Konsens bestand darin, dass Fachkräftesicherung Not tue, doch gingen die Schwerpunkte der Diskussionsteilnehmer auseinander: Während Carsten Feller auf die Notwendigkeit verwies, Potenziale etwa bei der großen Anzahl an Jugendlichen ohne Schul- oder Berufsabschluss zu heben, regte die anwesende Unternehmerschaft an, Anreize für mehr Arbeitstätigkeit zu schaffen und solche für Nichtarbeit abzubauen. IHK-Präsident Torsten Herrmann brachte zudem ein gestuftes Renteneintrittsalter für verschiedene Berufsgruppen ins Gespräch. Landrätin Peggy Greiser merkte an, dass es nötig sei, Schieflagen im Bildungssystem zu beheben, um die duale Ausbildung nachhaltig zu stärken.

Im Hinblick auf immer neue bürokratische Vorgaben auf Bundes- und EU-Ebene wies Staatssekretär Feller darauf hin, dass diese auch seiner Meinung nach allzu oft „gut gemeint, aber schlecht gemacht“ seien. Das Lieferkettensorgfaltspflichtgesetz etwa solle auch korrekt arbeitende Unternehmen vor unlauterem Wettbewerb schützen, doch seien am Ende zu viele Unternehmen davon betroffen. Thüringen sei bei mehreren Gelegenheiten für mehr Anreizsetzung statt Vorgaben eingetreten und habe sich auch für Moratorien ausgesprochen, um der Wirtschaft Zeit zur Anpassung zu geben, habe sich damit jedoch oft nicht durchsetzen können.
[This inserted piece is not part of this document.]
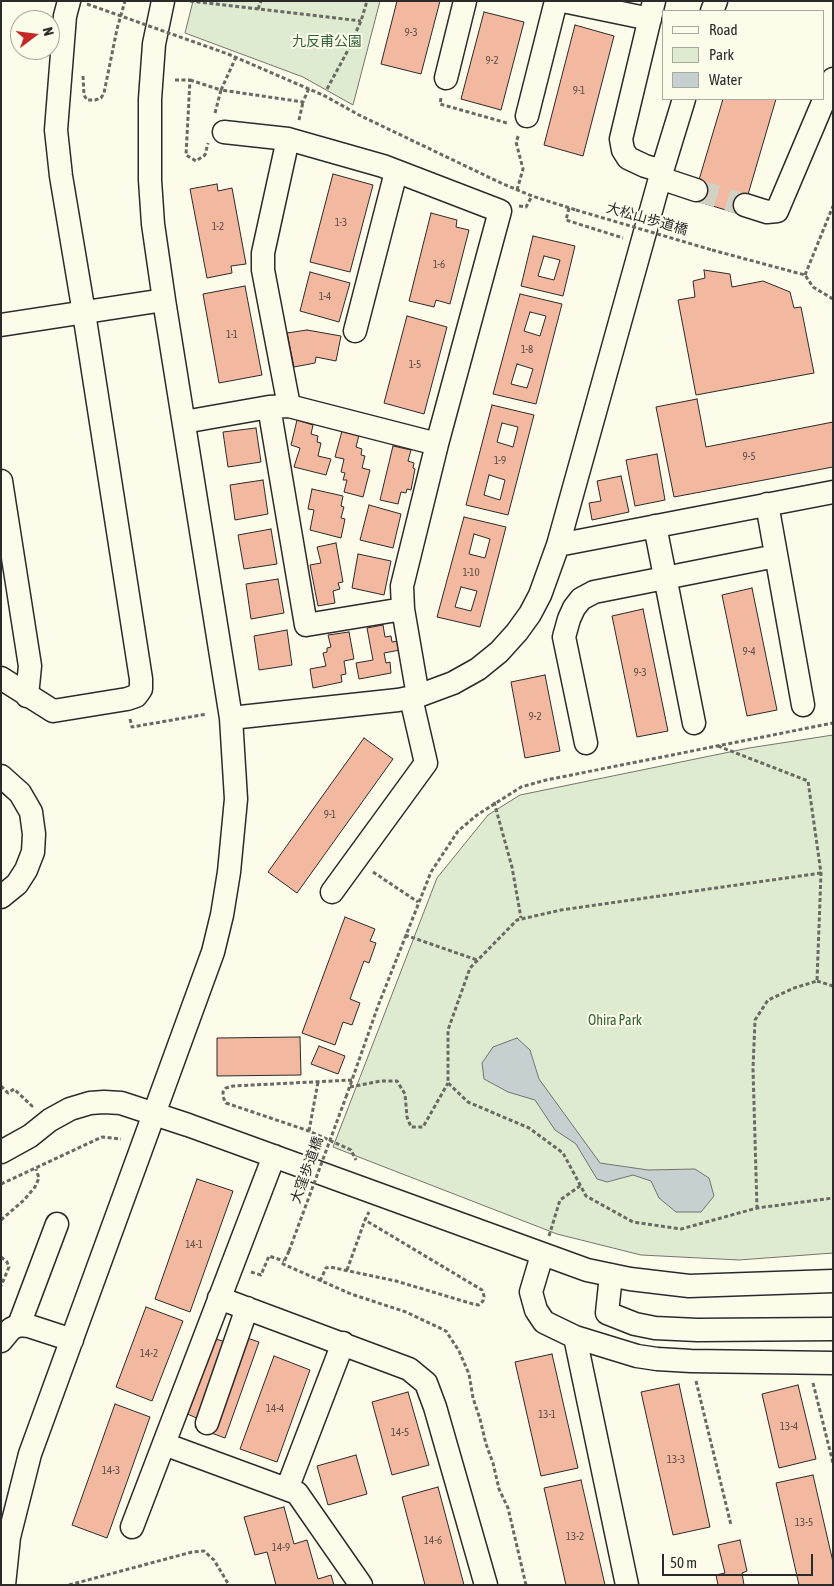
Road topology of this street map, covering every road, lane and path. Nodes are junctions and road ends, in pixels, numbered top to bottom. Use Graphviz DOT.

Die Unternehmen müssten allzu oft die Summe der guten Intentionen aller Ressorts verarbeiten, was viele Firmen überfordere, fasste IHK-Hauptgeschäftsführer Dr. Ralf Pieterwas zusammen. Aus diesem Grund regte er Moratorien an und unterbreitete der Landespolitik im Namen der Südthüringer Wirtschaftskammern ein Gesprächsangebot, um gemeinsam mit mehr Gewicht die Belange der Wirtschaft in Berlin und Brüssel zu vertreten. HWK-Präsident Mike Kämmer griff diese Anregung auf. Auch der „Rohrer Dialog der Südthüringer Wirtschaftskammern“ solle künftig fortgesetzt werden. „Wir werden weiter kritisch sein!“, so Kämmer.
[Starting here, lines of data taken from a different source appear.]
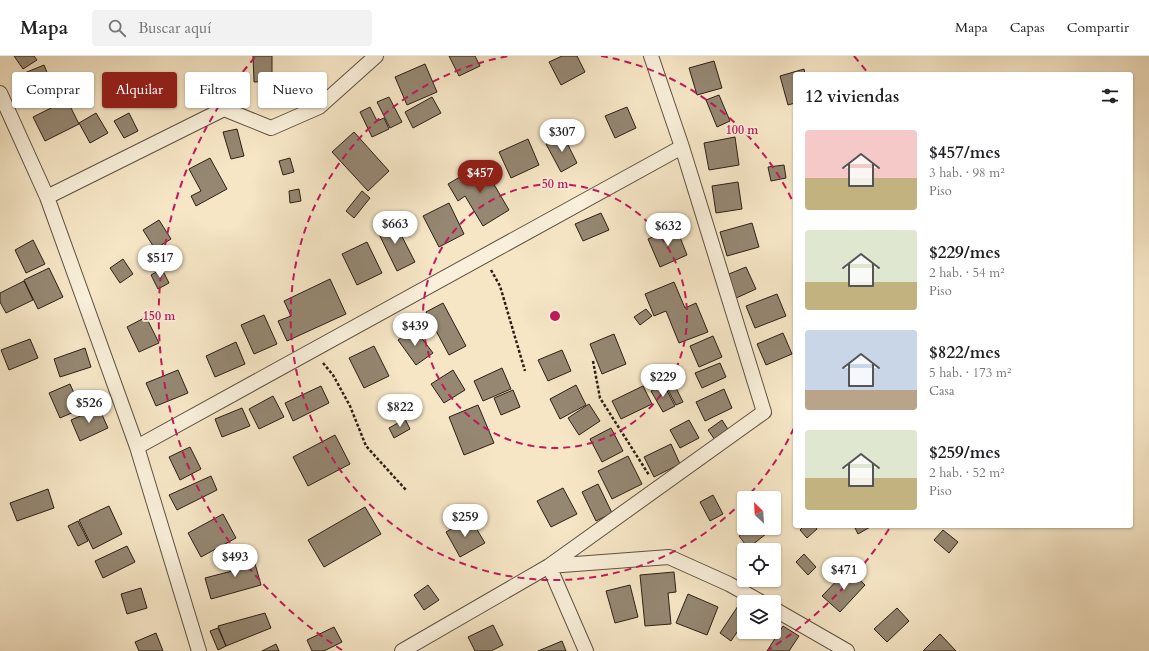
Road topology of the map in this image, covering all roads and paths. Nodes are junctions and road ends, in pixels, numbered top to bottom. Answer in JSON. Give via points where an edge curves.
{"nodes":[{"id":1,"x":376,"y":56,"type":"edge"},
{"id":2,"x":651,"y":56,"type":"edge"},
{"id":3,"x":0,"y":93,"type":"edge"},
{"id":4,"x":682,"y":147,"type":"junction"},
{"id":5,"x":47,"y":197,"type":"junction"},
{"id":6,"x":484,"y":256,"type":"junction"},
{"id":7,"x":313,"y":350,"type":"junction"},
{"id":8,"x":593,"y":361,"type":"dead end"},
{"id":9,"x":525,"y":371,"type":"dead end"},
{"id":10,"x":137,"y":447,"type":"junction"},
{"id":11,"x":658,"y":489,"type":"junction"},
{"id":12,"x":406,"y":490,"type":"dead end"},
{"id":13,"x":549,"y":566,"type":"junction"},
{"id":14,"x":749,"y":595,"type":"edge"},
{"id":15,"x":781,"y":613,"type":"edge"},
{"id":16,"x":200,"y":651,"type":"edge"},
{"id":17,"x":402,"y":651,"type":"edge"},
{"id":18,"x":586,"y":651,"type":"edge"},
{"id":19,"x":846,"y":651,"type":"edge"}],
"edges":[{"from":1,"to":5,"type":"street","via":[[319,107],[271,128],[224,109]]},
{"from":2,"to":4,"type":"street"},
{"from":3,"to":5,"type":"street"},
{"from":4,"to":6,"type":"street"},
{"from":4,"to":11,"type":"street","via":[[764,412]]},
{"from":5,"to":10,"type":"street"},
{"from":6,"to":7,"type":"street"},
{"from":6,"to":9,"type":"path","via":[[500,286]]},
{"from":7,"to":10,"type":"street"},
{"from":7,"to":12,"type":"path","via":[[333,375],[350,406],[366,446]]},
{"from":8,"to":11,"type":"path","via":[[600,398]]},
{"from":10,"to":16,"type":"street"},
{"from":11,"to":13,"type":"street"},
{"from":13,"to":14,"type":"street","via":[[669,557]]},
{"from":13,"to":17,"type":"street"},
{"from":13,"to":18,"type":"street"},
{"from":15,"to":19,"type":"street"}]}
„Wirtschaft ist zu fünfzig Prozent Psychologie“, gab Staatssekretär Carsten Feller in seinem Schlusswort zu bedenken. Er dankte deshalb allen Teilnehmern des Abends für die Gelegenheit zum Austausch auf Augenhöhe und brachte seinen Wunsch zum Ausdruck: „Lassen Sie uns trotz der schwierigen Lage mit Optimismus in die Zukunft blicken!

Unternehmer aus ganz Südthüringen waren zum „Rohrer Dialog“ ins BTZ Rohr-Kloster gekommen.